It will be remembered (see foregoing page) that in Plato's division of the soul of man there are three faculties, Desire, Passion, Reason; in the division of the soul's perfection three corresponding virtues, Temperance, Courage, Wisdom; and in the division of the state three corresponding orders, Traders, Soldiers, Guardians. So in Education there are three stages. First, Music (including all manner of artistic and refining influences), whose function it is so to attemper the desires of the heart that all animalism and sensualism may be eliminated, and only the love and longing for that which is lovely and of good report may remain. Second, Gymnastic, whose function it is through ordered labour and suffering so to subdue and rationalise the passionate part of the soul, that it may become the willing and obedient servant of that which is just and true. And third, Mathematics, by which the rational element of the soul may be trained to realise itself, being weaned, by the ordered apprehension of the 'diamond net' of laws which underlie all the phenomena of nature, away from the mere surface appearances of things, the accidental, individual, momentary,—to the deep-seated realities, which are necessary, universal, eternal.

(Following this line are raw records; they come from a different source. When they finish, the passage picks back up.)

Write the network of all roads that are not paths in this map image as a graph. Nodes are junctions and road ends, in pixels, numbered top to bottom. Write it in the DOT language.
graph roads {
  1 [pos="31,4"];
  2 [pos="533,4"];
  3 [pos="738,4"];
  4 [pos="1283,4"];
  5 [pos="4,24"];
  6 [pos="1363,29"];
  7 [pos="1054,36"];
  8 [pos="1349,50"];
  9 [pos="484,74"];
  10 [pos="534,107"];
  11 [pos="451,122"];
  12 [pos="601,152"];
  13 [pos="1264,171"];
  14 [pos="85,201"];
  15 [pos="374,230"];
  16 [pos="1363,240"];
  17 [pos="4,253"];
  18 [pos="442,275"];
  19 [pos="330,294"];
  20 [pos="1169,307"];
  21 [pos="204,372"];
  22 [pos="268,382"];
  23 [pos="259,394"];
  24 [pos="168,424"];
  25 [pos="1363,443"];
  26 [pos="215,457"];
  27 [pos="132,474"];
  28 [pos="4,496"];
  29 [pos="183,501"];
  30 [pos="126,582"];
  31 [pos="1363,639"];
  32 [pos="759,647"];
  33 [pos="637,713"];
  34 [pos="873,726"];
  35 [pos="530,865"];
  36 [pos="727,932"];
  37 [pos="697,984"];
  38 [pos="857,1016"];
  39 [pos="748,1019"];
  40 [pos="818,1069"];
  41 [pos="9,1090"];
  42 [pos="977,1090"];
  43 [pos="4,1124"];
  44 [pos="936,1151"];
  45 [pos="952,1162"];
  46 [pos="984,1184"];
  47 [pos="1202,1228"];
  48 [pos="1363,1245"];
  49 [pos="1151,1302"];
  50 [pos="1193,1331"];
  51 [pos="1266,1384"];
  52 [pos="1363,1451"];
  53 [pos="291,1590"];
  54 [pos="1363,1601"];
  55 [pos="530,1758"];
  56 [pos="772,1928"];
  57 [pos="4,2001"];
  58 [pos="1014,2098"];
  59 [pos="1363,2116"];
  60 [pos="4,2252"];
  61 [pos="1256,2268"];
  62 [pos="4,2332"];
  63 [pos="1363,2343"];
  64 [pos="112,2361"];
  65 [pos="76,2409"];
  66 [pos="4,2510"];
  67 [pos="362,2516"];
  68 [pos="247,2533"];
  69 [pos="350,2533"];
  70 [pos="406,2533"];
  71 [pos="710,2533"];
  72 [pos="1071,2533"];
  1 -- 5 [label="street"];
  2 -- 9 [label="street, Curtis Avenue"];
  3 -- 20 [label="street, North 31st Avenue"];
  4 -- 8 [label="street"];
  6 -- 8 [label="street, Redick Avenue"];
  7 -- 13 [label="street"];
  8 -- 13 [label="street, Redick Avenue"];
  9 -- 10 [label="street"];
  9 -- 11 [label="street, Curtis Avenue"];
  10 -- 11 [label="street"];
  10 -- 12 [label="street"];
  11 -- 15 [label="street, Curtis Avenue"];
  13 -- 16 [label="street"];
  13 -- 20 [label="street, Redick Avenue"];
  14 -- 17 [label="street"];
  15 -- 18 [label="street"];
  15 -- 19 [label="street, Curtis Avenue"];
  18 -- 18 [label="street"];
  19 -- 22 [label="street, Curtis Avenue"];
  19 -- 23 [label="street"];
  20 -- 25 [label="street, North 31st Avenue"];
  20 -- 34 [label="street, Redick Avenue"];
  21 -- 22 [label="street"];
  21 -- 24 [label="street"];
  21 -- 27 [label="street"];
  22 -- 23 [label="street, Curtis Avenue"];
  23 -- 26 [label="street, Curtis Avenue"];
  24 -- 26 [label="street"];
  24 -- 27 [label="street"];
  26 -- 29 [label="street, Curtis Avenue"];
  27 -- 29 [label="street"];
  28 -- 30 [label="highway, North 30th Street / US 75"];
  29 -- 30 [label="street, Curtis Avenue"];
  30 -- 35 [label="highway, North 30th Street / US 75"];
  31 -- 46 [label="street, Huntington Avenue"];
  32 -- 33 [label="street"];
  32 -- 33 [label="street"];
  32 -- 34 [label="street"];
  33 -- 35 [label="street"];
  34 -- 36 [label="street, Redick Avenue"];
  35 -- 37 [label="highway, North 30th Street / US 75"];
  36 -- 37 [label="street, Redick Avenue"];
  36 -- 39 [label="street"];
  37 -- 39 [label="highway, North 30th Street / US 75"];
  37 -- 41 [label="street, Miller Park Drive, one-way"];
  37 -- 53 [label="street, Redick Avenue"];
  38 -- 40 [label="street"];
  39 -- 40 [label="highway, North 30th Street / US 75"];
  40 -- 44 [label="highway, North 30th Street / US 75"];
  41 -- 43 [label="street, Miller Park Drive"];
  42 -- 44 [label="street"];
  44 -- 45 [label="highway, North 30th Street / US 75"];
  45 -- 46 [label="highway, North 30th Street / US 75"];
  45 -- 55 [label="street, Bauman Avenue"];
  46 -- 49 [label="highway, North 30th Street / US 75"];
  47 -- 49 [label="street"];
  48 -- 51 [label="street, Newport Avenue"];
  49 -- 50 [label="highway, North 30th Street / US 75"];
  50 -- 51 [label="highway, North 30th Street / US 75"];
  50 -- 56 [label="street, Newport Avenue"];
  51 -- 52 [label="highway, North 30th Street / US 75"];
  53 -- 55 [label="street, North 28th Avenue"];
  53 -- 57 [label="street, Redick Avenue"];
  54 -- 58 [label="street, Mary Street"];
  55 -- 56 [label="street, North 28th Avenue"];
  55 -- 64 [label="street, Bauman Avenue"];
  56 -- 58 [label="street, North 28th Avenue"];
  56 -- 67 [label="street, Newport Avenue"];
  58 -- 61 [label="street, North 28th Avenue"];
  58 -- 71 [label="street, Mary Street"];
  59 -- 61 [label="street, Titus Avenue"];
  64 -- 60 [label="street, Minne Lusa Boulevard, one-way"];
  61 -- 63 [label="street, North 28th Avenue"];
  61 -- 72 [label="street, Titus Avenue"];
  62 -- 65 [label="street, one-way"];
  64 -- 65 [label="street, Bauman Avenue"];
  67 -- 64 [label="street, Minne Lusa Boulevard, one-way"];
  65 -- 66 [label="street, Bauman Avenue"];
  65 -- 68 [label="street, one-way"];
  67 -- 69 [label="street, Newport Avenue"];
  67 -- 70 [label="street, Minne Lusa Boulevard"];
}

And just as there was a perfectness of the soul {171} transcending all particular virtues, whether of Temperance or Courage or Wisdom, namely, that absolute Rightness or Righteousness which gathered them all into itself, so at the end of these three stages of education there is a higher mood of thought, wherein the soul, purified, chastened, enlightened, in communing with itself through Dialectic (the Socratic art of questioning transfigured) communes also with the Divine, and in thinking out its own deepest thoughts, thinks out the thoughts of the great Creator Himself, becomes one with Him, finds its final realisation through absorption into Him, and in His light sees light.
{172}
An unruly pupil—The philosopher's library—The predominance of Aristotle—Relation to Plato—The highest philosophy—Ideas and things—The true realism
Plato before his death bequeathed his Academy to his nephew Speusippus, who continued its president for eight years; and on his death the office passed to Xenocrates, who held it for twenty-five years. From him it passed in succession to Polemo, Crates, Crantor, and others. Plato was thus the founder of a school or sect of teachers who busied themselves with commenting, expanding, modifying here and there the doctrines of the master. Little of their works beyond the names has been preserved, and indeed we can hardly regret the loss. These men no doubt did much to popularise the thoughts of their master, and in this way largely influenced the later development of philosophy; but they had nothing substantial to add, and so the stern pruning-hook of time has cut them off from remembrance.
[297]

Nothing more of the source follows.